[Saved entries]
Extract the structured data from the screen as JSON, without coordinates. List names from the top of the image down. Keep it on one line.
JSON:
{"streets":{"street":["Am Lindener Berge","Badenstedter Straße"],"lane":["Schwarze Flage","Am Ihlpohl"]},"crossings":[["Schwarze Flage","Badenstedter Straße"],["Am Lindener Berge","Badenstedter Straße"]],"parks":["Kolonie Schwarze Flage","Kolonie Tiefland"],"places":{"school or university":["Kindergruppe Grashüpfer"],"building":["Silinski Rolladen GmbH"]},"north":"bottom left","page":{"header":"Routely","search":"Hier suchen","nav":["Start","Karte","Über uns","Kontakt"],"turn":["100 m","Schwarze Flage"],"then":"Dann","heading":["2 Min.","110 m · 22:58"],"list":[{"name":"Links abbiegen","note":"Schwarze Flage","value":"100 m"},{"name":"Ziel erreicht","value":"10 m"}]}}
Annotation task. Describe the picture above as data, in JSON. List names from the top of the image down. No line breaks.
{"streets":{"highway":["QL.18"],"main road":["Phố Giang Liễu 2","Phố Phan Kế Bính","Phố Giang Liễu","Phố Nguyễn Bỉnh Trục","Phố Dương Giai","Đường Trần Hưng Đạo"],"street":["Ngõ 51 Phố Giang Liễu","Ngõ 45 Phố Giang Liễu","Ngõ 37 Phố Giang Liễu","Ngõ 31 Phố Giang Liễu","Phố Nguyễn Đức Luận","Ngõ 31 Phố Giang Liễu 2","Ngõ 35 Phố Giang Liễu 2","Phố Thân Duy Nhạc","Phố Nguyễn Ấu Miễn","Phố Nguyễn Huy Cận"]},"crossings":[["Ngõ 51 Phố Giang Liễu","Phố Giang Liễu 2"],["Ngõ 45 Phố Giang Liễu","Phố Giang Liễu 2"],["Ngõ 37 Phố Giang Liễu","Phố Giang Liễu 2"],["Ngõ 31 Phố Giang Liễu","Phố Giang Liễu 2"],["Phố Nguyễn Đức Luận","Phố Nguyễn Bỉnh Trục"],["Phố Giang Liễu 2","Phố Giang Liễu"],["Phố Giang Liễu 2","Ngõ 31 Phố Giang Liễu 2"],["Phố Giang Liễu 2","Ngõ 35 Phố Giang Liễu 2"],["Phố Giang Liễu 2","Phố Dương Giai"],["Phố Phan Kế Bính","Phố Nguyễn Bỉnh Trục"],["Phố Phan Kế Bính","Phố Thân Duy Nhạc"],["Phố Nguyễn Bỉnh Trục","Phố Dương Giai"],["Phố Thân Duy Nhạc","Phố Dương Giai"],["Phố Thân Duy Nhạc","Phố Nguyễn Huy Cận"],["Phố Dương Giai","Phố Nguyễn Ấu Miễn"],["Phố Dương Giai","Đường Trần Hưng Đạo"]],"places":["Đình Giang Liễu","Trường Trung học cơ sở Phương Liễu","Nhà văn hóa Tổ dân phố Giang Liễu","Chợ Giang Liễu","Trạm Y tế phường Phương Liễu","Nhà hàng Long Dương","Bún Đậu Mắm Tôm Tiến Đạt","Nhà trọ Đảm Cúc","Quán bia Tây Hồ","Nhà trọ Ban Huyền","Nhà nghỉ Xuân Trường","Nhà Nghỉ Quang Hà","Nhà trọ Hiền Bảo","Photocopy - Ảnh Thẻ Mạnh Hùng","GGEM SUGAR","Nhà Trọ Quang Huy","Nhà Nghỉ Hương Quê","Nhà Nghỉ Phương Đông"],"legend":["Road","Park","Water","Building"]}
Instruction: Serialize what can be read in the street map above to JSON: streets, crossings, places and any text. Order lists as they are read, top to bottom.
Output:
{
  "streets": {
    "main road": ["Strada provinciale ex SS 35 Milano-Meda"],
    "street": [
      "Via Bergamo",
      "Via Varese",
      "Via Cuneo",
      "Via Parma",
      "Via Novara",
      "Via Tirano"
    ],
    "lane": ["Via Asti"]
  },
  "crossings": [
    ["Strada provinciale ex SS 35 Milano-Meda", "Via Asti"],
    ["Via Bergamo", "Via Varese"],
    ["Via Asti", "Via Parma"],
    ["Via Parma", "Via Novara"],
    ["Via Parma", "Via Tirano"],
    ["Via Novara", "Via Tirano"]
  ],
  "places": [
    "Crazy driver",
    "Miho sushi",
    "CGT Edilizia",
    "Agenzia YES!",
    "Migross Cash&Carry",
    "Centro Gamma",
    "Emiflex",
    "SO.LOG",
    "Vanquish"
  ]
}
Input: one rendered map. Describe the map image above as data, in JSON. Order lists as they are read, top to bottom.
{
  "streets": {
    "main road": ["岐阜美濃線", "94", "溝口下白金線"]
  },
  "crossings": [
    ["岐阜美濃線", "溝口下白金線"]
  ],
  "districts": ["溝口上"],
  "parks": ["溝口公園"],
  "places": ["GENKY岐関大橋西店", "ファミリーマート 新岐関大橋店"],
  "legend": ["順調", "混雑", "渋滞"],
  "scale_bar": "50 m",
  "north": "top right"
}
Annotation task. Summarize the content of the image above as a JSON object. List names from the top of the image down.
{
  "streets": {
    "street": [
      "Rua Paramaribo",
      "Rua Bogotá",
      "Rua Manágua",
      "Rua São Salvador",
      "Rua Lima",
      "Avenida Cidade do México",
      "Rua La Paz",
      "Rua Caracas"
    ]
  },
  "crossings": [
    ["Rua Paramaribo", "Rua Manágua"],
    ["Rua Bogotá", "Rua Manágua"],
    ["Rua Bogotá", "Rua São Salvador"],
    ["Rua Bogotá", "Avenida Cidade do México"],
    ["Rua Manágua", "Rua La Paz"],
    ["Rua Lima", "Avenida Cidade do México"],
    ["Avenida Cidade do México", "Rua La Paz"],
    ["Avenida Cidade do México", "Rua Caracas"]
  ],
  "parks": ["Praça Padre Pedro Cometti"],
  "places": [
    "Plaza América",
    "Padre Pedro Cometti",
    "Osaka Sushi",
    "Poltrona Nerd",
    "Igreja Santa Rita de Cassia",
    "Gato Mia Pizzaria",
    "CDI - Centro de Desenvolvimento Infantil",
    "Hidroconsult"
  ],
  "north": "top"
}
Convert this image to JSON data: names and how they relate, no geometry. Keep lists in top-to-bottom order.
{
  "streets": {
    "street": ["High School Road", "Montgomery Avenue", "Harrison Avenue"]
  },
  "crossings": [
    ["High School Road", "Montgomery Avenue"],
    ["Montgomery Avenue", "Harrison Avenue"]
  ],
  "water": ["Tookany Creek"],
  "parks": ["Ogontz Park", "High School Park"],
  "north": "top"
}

## What needs to be done
Copy the records exactly, keeping every word in place.

## Solution below
Extract the structured data from the screen as JSON, without coordinates. List names from the top of the image down. Keep it on one line.
JSON:
{"streets":{"street":["Am Lindener Berge","Badenstedter Straße"],"lane":["Schwarze Flage","Am Ihlpohl"]},"crossings":[["Schwarze Flage","Badenstedter Straße"],["Am Lindener Berge","Badenstedter Straße"]],"parks":["Kolonie Schwarze Flage","Kolonie Tiefland"],"places":{"school or university":["Kindergruppe Grashüpfer"],"building":["Silinski Rolladen GmbH"]},"north":"bottom left","page":{"header":"Routely","search":"Hier suchen","nav":["Start","Karte","Über uns","Kontakt"],"turn":["100 m","Schwarze Flage"],"then":"Dann","heading":["2 Min.","110 m · 22:58"],"list":[{"name":"Links abbiegen","note":"Schwarze Flage","value":"100 m"},{"name":"Ziel erreicht","value":"10 m"}]}}
Annotation task. Describe the picture above as data, in JSON. List names from the top of the image down. No line breaks.
{"streets":{"highway":["QL.18"],"main road":["Phố Giang Liễu 2","Phố Phan Kế Bính","Phố Giang Liễu","Phố Nguyễn Bỉnh Trục","Phố Dương Giai","Đường Trần Hưng Đạo"],"street":["Ngõ 51 Phố Giang Liễu","Ngõ 45 Phố Giang Liễu","Ngõ 37 Phố Giang Liễu","Ngõ 31 Phố Giang Liễu","Phố Nguyễn Đức Luận","Ngõ 31 Phố Giang Liễu 2","Ngõ 35 Phố Giang Liễu 2","Phố Thân Duy Nhạc","Phố Nguyễn Ấu Miễn","Phố Nguyễn Huy Cận"]},"crossings":[["Ngõ 51 Phố Giang Liễu","Phố Giang Liễu 2"],["Ngõ 45 Phố Giang Liễu","Phố Giang Liễu 2"],["Ngõ 37 Phố Giang Liễu","Phố Giang Liễu 2"],["Ngõ 31 Phố Giang Liễu","Phố Giang Liễu 2"],["Phố Nguyễn Đức Luận","Phố Nguyễn Bỉnh Trục"],["Phố Giang Liễu 2","Phố Giang Liễu"],["Phố Giang Liễu 2","Ngõ 31 Phố Giang Liễu 2"],["Phố Giang Liễu 2","Ngõ 35 Phố Giang Liễu 2"],["Phố Giang Liễu 2","Phố Dương Giai"],["Phố Phan Kế Bính","Phố Nguyễn Bỉnh Trục"],["Phố Phan Kế Bính","Phố Thân Duy Nhạc"],["Phố Nguyễn Bỉnh Trục","Phố Dương Giai"],["Phố Thân Duy Nhạc","Phố Dương Giai"],["Phố Thân Duy Nhạc","Phố Nguyễn Huy Cận"],["Phố Dương Giai","Phố Nguyễn Ấu Miễn"],["Phố Dương Giai","Đường Trần Hưng Đạo"]],"places":["Đình Giang Liễu","Trường Trung học cơ sở Phương Liễu","Nhà văn hóa Tổ dân phố Giang Liễu","Chợ Giang Liễu","Trạm Y tế phường Phương Liễu","Nhà hàng Long Dương","Bún Đậu Mắm Tôm Tiến Đạt","Nhà trọ Đảm Cúc","Quán bia Tây Hồ","Nhà trọ Ban Huyền","Nhà nghỉ Xuân Trường","Nhà Nghỉ Quang Hà","Nhà trọ Hiền Bảo","Photocopy - Ảnh Thẻ Mạnh Hùng","GGEM SUGAR","Nhà Trọ Quang Huy","Nhà Nghỉ Hương Quê","Nhà Nghỉ Phương Đông"],"legend":["Road","Park","Water","Building"]}
Instruction: Serialize what can be read in the street map above to JSON: streets, crossings, places and any text. Order lists as they are read, top to bottom.
Output:
{
  "streets": {
    "main road": ["Strada provinciale ex SS 35 Milano-Meda"],
    "street": [
      "Via Bergamo",
      "Via Varese",
      "Via Cuneo",
      "Via Parma",
      "Via Novara",
      "Via Tirano"
    ],
    "lane": ["Via Asti"]
  },
  "crossings": [
    ["Strada provinciale ex SS 35 Milano-Meda", "Via Asti"],
    ["Via Bergamo", "Via Varese"],
    ["Via Asti", "Via Parma"],
    ["Via Parma", "Via Novara"],
    ["Via Parma", "Via Tirano"],
    ["Via Novara", "Via Tirano"]
  ],
  "places": [
    "Crazy driver",
    "Miho sushi",
    "CGT Edilizia",
    "Agenzia YES!",
    "Migross Cash&Carry",
    "Centro Gamma",
    "Emiflex",
    "SO.LOG",
    "Vanquish"
  ]
}
Input: one rendered map. Describe the map image above as data, in JSON. Order lists as they are read, top to bottom.
{
  "streets": {
    "main road": ["岐阜美濃線", "94", "溝口下白金線"]
  },
  "crossings": [
    ["岐阜美濃線", "溝口下白金線"]
  ],
  "districts": ["溝口上"],
  "parks": ["溝口公園"],
  "places": ["GENKY岐関大橋西店", "ファミリーマート 新岐関大橋店"],
  "legend": ["順調", "混雑", "渋滞"],
  "scale_bar": "50 m",
  "north": "top right"
}
Annotation task. Summarize the content of the image above as a JSON object. List names from the top of the image down.
{
  "streets": {
    "street": [
      "Rua Paramaribo",
      "Rua Bogotá",
      "Rua Manágua",
      "Rua São Salvador",
      "Rua Lima",
      "Avenida Cidade do México",
      "Rua La Paz",
      "Rua Caracas"
    ]
  },
  "crossings": [
    ["Rua Paramaribo", "Rua Manágua"],
    ["Rua Bogotá", "Rua Manágua"],
    ["Rua Bogotá", "Rua São Salvador"],
    ["Rua Bogotá", "Avenida Cidade do México"],
    ["Rua Manágua", "Rua La Paz"],
    ["Rua Lima", "Avenida Cidade do México"],
    ["Avenida Cidade do México", "Rua La Paz"],
    ["Avenida Cidade do México", "Rua Caracas"]
  ],
  "parks": ["Praça Padre Pedro Cometti"],
  "places": [
    "Plaza América",
    "Padre Pedro Cometti",
    "Osaka Sushi",
    "Poltrona Nerd",
    "Igreja Santa Rita de Cassia",
    "Gato Mia Pizzaria",
    "CDI - Centro de Desenvolvimento Infantil",
    "Hidroconsult"
  ],
  "north": "top"
}
Convert this image to JSON data: names and how they relate, no geometry. Keep lists in top-to-bottom order.
{
  "streets": {
    "street": ["High School Road", "Montgomery Avenue", "Harrison Avenue"]
  },
  "crossings": [
    ["High School Road", "Montgomery Avenue"],
    ["Montgomery Avenue", "Harrison Avenue"]
  ],
  "water": ["Tookany Creek"],
  "parks": ["Ogontz Park", "High School Park"],
  "north": "top"
}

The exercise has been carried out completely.